• [Your objective]: Without the pictures, give the entries below again exactly as written.
[[ Material provided open ]]
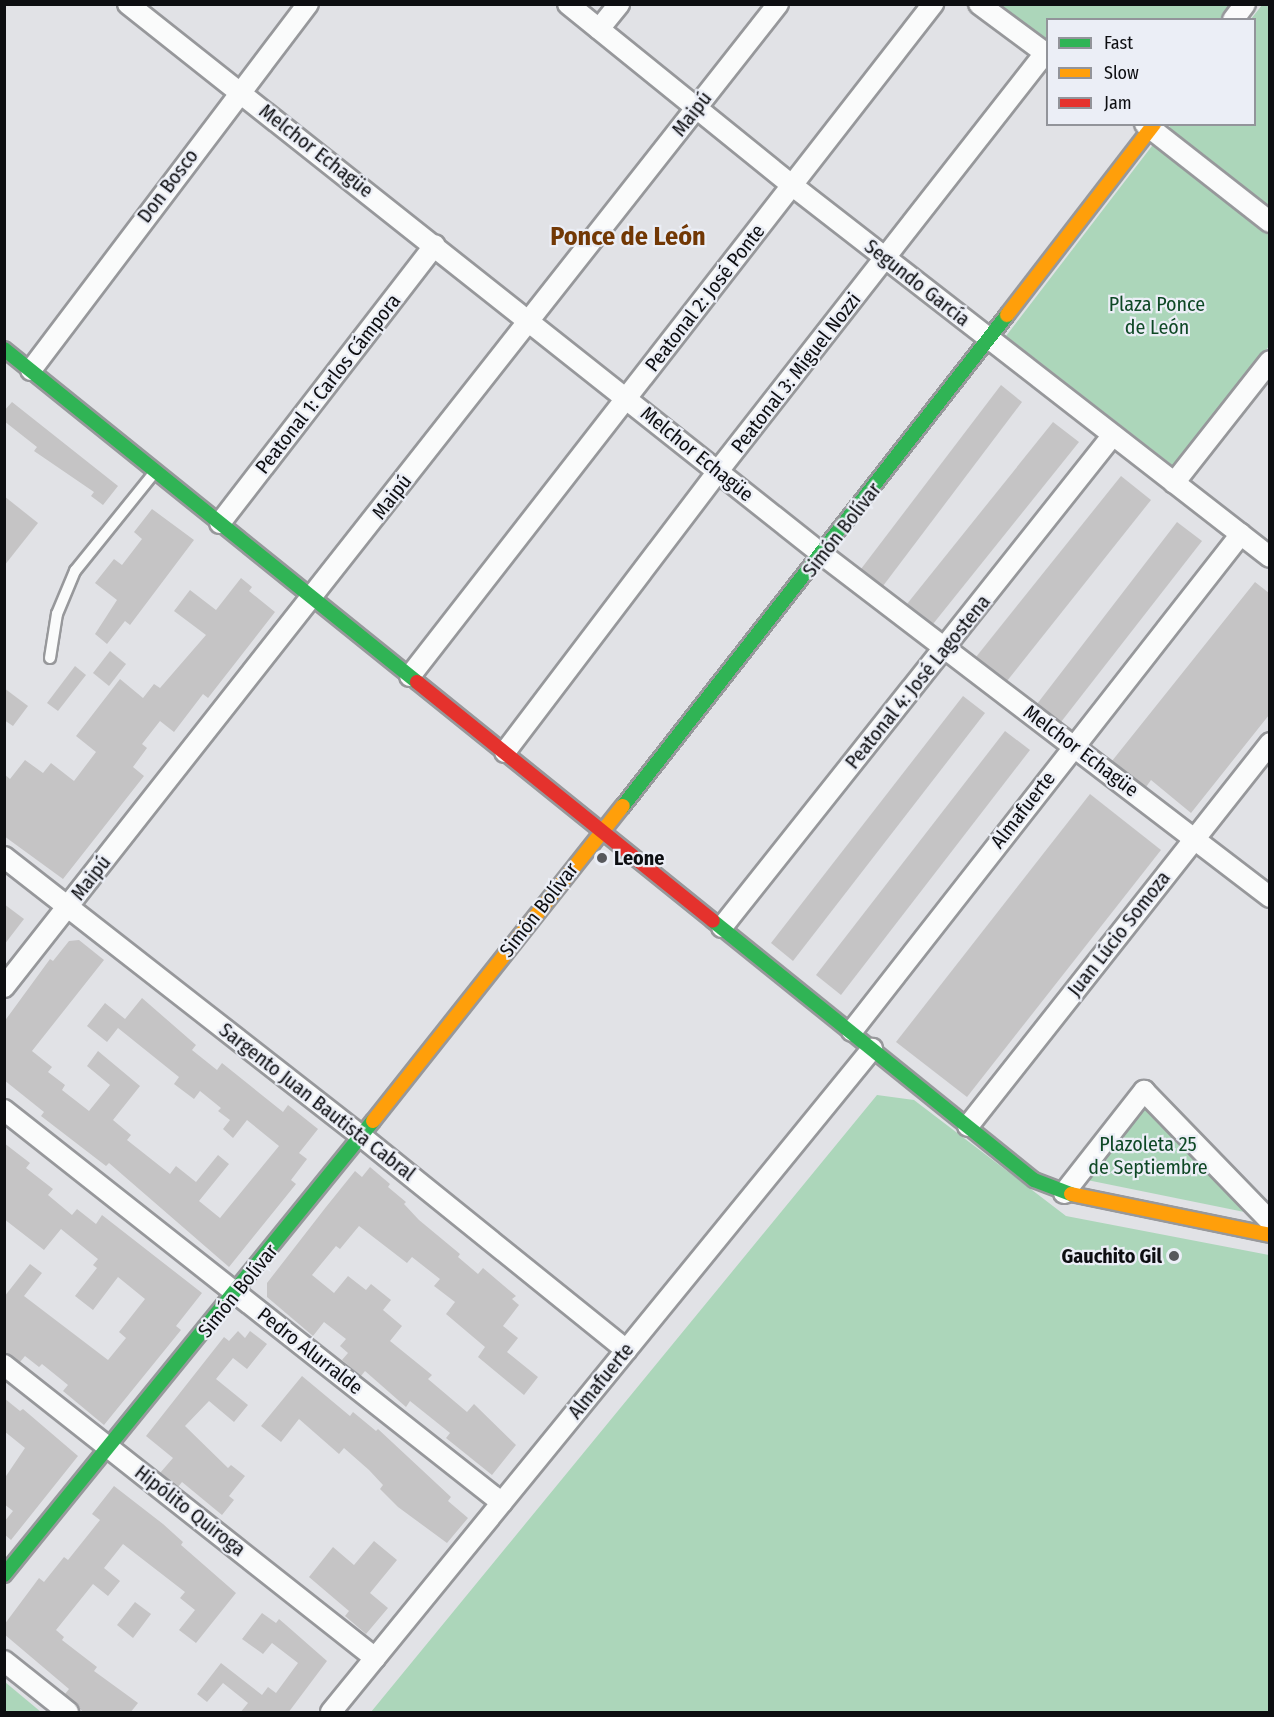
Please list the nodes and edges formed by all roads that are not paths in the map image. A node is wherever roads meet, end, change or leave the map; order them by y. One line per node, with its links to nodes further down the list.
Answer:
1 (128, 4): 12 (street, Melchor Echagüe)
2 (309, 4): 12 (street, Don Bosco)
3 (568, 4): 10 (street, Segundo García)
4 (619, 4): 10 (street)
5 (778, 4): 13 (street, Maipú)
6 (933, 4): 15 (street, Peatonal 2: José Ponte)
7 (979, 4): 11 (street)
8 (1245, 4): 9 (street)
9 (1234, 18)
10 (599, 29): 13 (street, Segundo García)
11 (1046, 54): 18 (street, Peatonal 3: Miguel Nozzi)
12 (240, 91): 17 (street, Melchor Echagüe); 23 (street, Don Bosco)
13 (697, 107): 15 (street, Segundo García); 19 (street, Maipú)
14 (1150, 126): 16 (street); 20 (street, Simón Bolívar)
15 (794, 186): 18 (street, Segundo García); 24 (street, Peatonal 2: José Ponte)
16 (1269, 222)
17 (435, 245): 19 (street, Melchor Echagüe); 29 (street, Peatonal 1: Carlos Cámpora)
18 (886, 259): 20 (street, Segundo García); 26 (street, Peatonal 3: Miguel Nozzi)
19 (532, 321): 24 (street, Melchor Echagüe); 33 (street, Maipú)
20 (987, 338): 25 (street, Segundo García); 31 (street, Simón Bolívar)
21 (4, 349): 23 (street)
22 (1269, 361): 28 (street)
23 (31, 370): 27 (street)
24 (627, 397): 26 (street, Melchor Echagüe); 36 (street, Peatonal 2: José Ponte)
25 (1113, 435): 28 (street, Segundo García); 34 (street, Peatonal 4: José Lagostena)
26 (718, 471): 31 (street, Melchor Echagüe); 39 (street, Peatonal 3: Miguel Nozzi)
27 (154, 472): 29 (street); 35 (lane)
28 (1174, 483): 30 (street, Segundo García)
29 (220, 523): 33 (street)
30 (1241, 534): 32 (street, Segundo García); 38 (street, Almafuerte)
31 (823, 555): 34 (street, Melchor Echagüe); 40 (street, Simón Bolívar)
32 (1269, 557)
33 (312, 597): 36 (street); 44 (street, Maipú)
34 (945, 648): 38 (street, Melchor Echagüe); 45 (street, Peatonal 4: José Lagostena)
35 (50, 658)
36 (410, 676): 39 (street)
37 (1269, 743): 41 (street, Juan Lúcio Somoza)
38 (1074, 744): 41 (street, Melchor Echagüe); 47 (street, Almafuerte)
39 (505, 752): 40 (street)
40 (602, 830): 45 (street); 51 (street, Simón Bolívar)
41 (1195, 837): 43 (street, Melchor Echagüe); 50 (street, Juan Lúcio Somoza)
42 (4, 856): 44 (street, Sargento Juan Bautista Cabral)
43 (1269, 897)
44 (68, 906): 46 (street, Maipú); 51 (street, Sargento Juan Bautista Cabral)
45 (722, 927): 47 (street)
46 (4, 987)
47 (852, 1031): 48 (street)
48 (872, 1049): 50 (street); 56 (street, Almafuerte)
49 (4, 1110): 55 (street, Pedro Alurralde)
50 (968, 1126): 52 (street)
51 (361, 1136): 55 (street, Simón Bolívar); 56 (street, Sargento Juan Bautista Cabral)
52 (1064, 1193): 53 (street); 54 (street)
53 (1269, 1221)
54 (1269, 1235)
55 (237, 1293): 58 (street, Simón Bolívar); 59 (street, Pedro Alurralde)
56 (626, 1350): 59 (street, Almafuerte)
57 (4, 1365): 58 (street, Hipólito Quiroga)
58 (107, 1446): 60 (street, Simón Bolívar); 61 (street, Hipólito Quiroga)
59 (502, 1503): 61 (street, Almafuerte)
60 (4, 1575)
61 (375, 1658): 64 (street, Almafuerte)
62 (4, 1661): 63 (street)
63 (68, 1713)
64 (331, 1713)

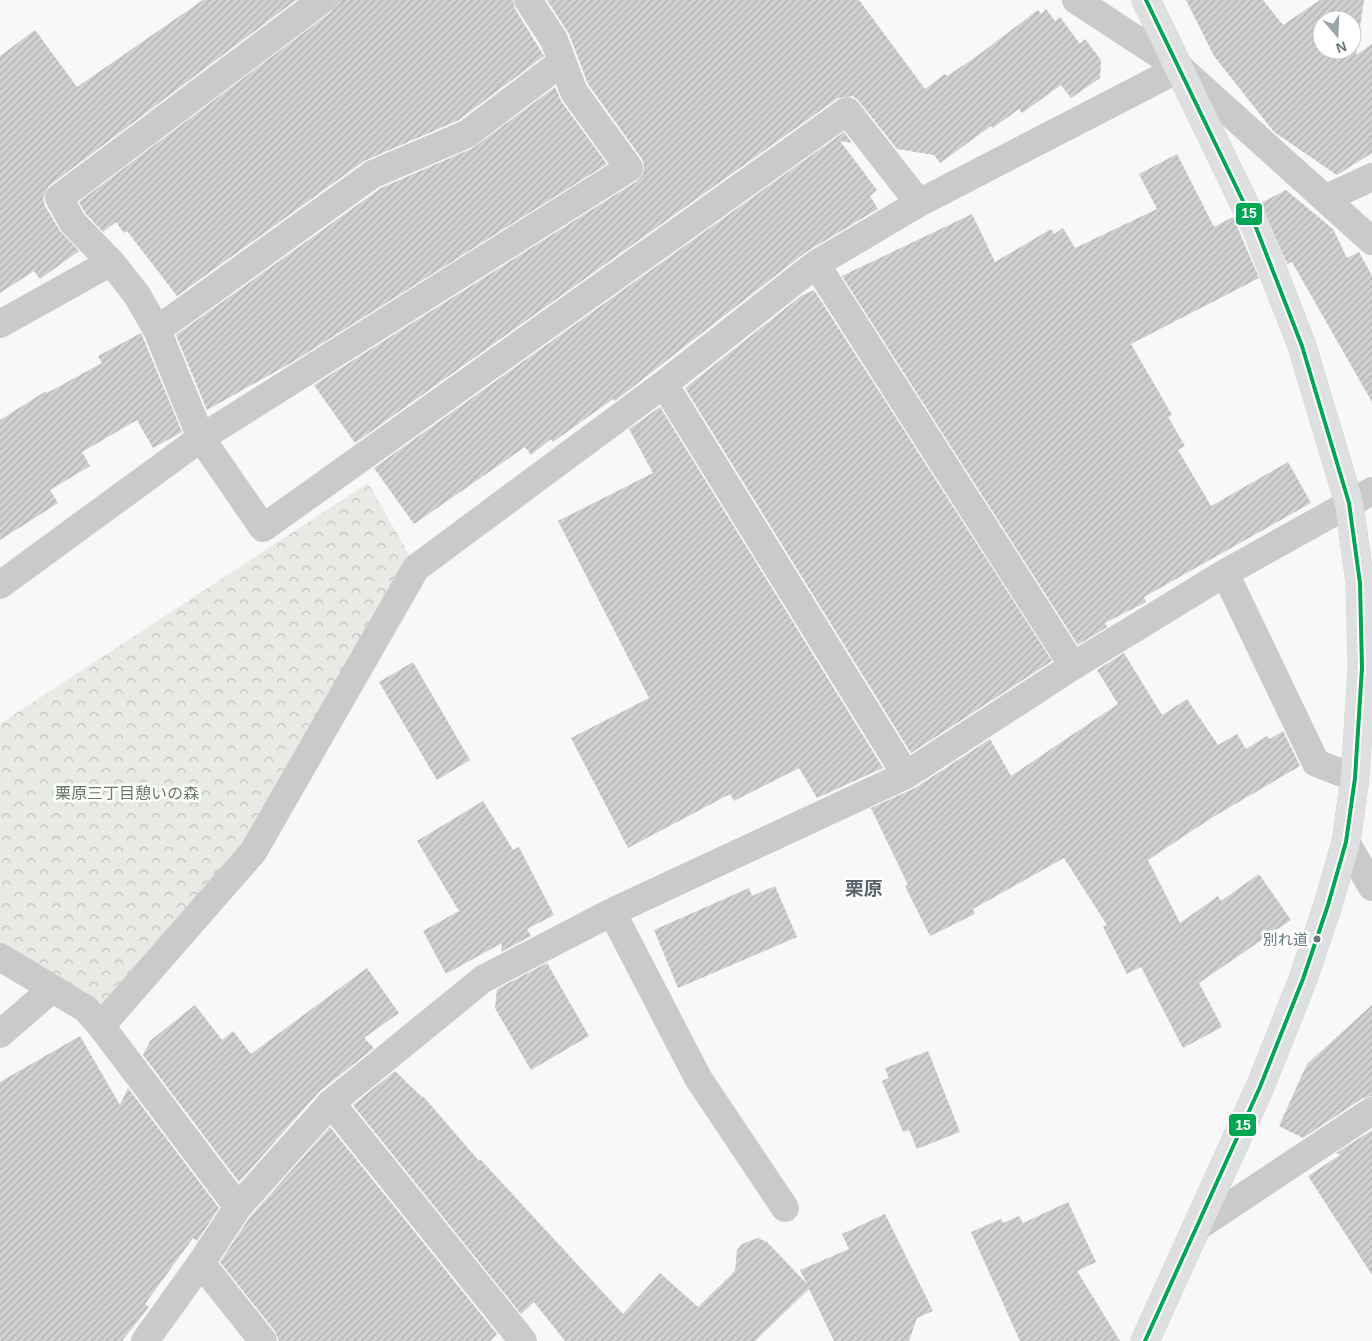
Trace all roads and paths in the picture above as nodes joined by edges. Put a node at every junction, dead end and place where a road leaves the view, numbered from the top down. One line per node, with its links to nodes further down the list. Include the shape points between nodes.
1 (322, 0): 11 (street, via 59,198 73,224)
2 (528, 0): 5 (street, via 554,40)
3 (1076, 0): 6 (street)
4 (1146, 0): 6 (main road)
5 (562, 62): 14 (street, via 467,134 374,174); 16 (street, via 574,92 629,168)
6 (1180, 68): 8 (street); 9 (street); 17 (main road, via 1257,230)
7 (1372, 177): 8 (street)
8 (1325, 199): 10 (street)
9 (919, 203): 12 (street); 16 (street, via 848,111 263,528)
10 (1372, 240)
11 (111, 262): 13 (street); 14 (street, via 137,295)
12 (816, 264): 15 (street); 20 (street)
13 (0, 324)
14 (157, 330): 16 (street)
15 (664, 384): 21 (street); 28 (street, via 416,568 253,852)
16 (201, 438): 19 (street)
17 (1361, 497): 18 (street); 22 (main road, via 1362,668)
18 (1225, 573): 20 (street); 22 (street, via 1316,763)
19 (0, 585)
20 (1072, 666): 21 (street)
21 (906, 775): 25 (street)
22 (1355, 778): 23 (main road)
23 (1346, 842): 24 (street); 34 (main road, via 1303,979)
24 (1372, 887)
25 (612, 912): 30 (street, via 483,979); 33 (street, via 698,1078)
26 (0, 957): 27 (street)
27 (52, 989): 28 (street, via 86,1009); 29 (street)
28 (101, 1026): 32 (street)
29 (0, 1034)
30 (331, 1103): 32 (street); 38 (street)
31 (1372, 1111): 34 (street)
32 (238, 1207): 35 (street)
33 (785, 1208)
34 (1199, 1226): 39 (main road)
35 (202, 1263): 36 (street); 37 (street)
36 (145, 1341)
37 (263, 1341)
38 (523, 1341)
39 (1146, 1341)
[[ Material provided closed ]]
• [The answer]:
Please list the nodes and edges formed by all roads that are not paths in the map image. A node is wherever roads meet, end, change or leave the map; order them by y. One line per node, with its links to nodes further down the list.
Answer:
1 (128, 4): 12 (street, Melchor Echagüe)
2 (309, 4): 12 (street, Don Bosco)
3 (568, 4): 10 (street, Segundo García)
4 (619, 4): 10 (street)
5 (778, 4): 13 (street, Maipú)
6 (933, 4): 15 (street, Peatonal 2: José Ponte)
7 (979, 4): 11 (street)
8 (1245, 4): 9 (street)
9 (1234, 18)
10 (599, 29): 13 (street, Segundo García)
11 (1046, 54): 18 (street, Peatonal 3: Miguel Nozzi)
12 (240, 91): 17 (street, Melchor Echagüe); 23 (street, Don Bosco)
13 (697, 107): 15 (street, Segundo García); 19 (street, Maipú)
14 (1150, 126): 16 (street); 20 (street, Simón Bolívar)
15 (794, 186): 18 (street, Segundo García); 24 (street, Peatonal 2: José Ponte)
16 (1269, 222)
17 (435, 245): 19 (street, Melchor Echagüe); 29 (street, Peatonal 1: Carlos Cámpora)
18 (886, 259): 20 (street, Segundo García); 26 (street, Peatonal 3: Miguel Nozzi)
19 (532, 321): 24 (street, Melchor Echagüe); 33 (street, Maipú)
20 (987, 338): 25 (street, Segundo García); 31 (street, Simón Bolívar)
21 (4, 349): 23 (street)
22 (1269, 361): 28 (street)
23 (31, 370): 27 (street)
24 (627, 397): 26 (street, Melchor Echagüe); 36 (street, Peatonal 2: José Ponte)
25 (1113, 435): 28 (street, Segundo García); 34 (street, Peatonal 4: José Lagostena)
26 (718, 471): 31 (street, Melchor Echagüe); 39 (street, Peatonal 3: Miguel Nozzi)
27 (154, 472): 29 (street); 35 (lane)
28 (1174, 483): 30 (street, Segundo García)
29 (220, 523): 33 (street)
30 (1241, 534): 32 (street, Segundo García); 38 (street, Almafuerte)
31 (823, 555): 34 (street, Melchor Echagüe); 40 (street, Simón Bolívar)
32 (1269, 557)
33 (312, 597): 36 (street); 44 (street, Maipú)
34 (945, 648): 38 (street, Melchor Echagüe); 45 (street, Peatonal 4: José Lagostena)
35 (50, 658)
36 (410, 676): 39 (street)
37 (1269, 743): 41 (street, Juan Lúcio Somoza)
38 (1074, 744): 41 (street, Melchor Echagüe); 47 (street, Almafuerte)
39 (505, 752): 40 (street)
40 (602, 830): 45 (street); 51 (street, Simón Bolívar)
41 (1195, 837): 43 (street, Melchor Echagüe); 50 (street, Juan Lúcio Somoza)
42 (4, 856): 44 (street, Sargento Juan Bautista Cabral)
43 (1269, 897)
44 (68, 906): 46 (street, Maipú); 51 (street, Sargento Juan Bautista Cabral)
45 (722, 927): 47 (street)
46 (4, 987)
47 (852, 1031): 48 (street)
48 (872, 1049): 50 (street); 56 (street, Almafuerte)
49 (4, 1110): 55 (street, Pedro Alurralde)
50 (968, 1126): 52 (street)
51 (361, 1136): 55 (street, Simón Bolívar); 56 (street, Sargento Juan Bautista Cabral)
52 (1064, 1193): 53 (street); 54 (street)
53 (1269, 1221)
54 (1269, 1235)
55 (237, 1293): 58 (street, Simón Bolívar); 59 (street, Pedro Alurralde)
56 (626, 1350): 59 (street, Almafuerte)
57 (4, 1365): 58 (street, Hipólito Quiroga)
58 (107, 1446): 60 (street, Simón Bolívar); 61 (street, Hipólito Quiroga)
59 (502, 1503): 61 (street, Almafuerte)
60 (4, 1575)
61 (375, 1658): 64 (street, Almafuerte)
62 (4, 1661): 63 (street)
63 (68, 1713)
64 (331, 1713)

Trace all roads and paths in the picture above as nodes joined by edges. Put a node at every junction, dead end and place where a road leaves the view, numbered from the top down. One line per node, with its links to nodes further down the list. Include the shape points between nodes.
1 (322, 0): 11 (street, via 59,198 73,224)
2 (528, 0): 5 (street, via 554,40)
3 (1076, 0): 6 (street)
4 (1146, 0): 6 (main road)
5 (562, 62): 14 (street, via 467,134 374,174); 16 (street, via 574,92 629,168)
6 (1180, 68): 8 (street); 9 (street); 17 (main road, via 1257,230)
7 (1372, 177): 8 (street)
8 (1325, 199): 10 (street)
9 (919, 203): 12 (street); 16 (street, via 848,111 263,528)
10 (1372, 240)
11 (111, 262): 13 (street); 14 (street, via 137,295)
12 (816, 264): 15 (street); 20 (street)
13 (0, 324)
14 (157, 330): 16 (street)
15 (664, 384): 21 (street); 28 (street, via 416,568 253,852)
16 (201, 438): 19 (street)
17 (1361, 497): 18 (street); 22 (main road, via 1362,668)
18 (1225, 573): 20 (street); 22 (street, via 1316,763)
19 (0, 585)
20 (1072, 666): 21 (street)
21 (906, 775): 25 (street)
22 (1355, 778): 23 (main road)
23 (1346, 842): 24 (street); 34 (main road, via 1303,979)
24 (1372, 887)
25 (612, 912): 30 (street, via 483,979); 33 (street, via 698,1078)
26 (0, 957): 27 (street)
27 (52, 989): 28 (street, via 86,1009); 29 (street)
28 (101, 1026): 32 (street)
29 (0, 1034)
30 (331, 1103): 32 (street); 38 (street)
31 (1372, 1111): 34 (street)
32 (238, 1207): 35 (street)
33 (785, 1208)
34 (1199, 1226): 39 (main road)
35 (202, 1263): 36 (street); 37 (street)
36 (145, 1341)
37 (263, 1341)
38 (523, 1341)
39 (1146, 1341)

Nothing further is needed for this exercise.